▶ [Problem details]
Where a line in the records below contains the string "Атанас", tally it; give only the final number.

[Dataset items]
[Start of Attachment]
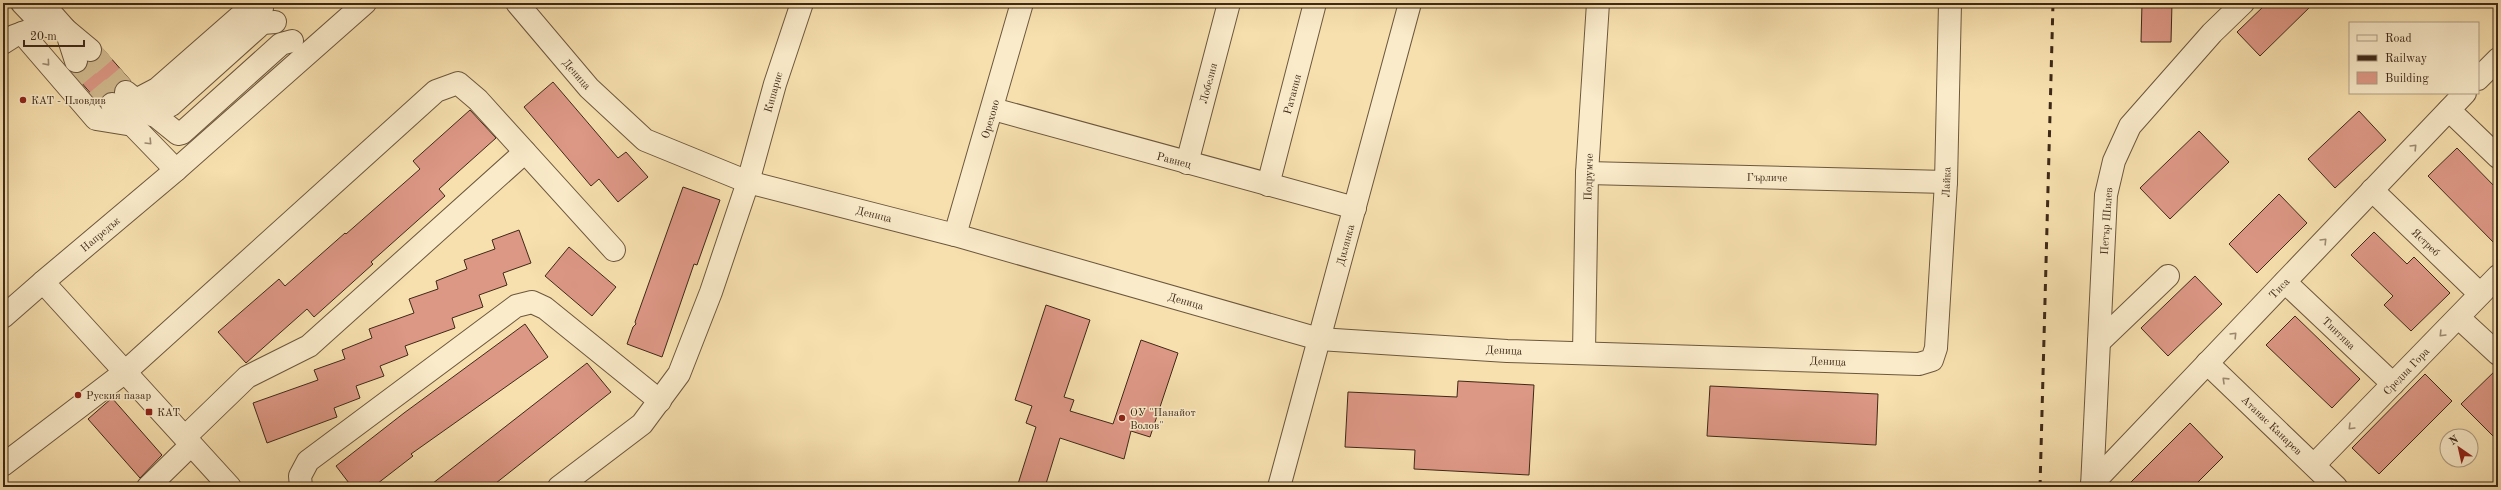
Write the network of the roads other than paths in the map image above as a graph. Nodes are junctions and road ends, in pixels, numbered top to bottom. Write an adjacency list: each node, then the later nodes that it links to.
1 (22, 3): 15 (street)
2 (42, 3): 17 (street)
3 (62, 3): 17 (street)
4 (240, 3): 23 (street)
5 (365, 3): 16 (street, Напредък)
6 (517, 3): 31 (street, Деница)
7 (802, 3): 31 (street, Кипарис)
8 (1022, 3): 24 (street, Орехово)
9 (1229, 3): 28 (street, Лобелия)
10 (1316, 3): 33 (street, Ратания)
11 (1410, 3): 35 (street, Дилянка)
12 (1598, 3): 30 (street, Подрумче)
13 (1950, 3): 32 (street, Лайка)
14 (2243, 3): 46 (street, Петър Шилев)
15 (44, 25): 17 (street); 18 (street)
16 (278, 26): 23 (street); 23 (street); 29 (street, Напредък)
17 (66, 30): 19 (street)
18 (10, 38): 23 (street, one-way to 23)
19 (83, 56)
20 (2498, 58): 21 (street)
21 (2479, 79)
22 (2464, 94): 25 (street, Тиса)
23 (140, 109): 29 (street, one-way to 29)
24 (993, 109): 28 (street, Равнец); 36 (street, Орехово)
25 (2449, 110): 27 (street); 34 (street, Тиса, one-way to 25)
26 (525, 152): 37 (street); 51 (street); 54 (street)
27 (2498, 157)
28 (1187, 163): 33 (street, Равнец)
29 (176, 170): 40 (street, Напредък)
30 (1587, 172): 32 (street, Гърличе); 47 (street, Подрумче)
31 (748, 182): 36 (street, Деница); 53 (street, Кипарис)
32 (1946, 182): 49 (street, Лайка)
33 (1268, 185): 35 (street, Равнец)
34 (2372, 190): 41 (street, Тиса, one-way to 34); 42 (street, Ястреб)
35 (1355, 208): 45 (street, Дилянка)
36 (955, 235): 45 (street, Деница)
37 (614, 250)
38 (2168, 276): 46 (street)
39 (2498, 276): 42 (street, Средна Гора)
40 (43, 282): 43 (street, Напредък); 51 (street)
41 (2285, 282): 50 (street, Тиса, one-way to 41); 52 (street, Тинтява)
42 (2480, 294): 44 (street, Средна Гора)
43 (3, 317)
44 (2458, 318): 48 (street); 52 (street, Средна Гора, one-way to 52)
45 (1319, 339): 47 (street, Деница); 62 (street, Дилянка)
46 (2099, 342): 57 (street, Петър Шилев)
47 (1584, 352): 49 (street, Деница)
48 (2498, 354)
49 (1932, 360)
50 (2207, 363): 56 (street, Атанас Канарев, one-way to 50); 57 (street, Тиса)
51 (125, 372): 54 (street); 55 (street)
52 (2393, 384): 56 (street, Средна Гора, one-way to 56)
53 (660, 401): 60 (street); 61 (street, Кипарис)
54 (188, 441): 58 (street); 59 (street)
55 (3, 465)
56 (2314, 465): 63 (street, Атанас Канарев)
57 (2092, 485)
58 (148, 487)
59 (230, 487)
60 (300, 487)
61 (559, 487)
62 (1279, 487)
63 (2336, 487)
[End of Attachment]
▶ [Response area]
2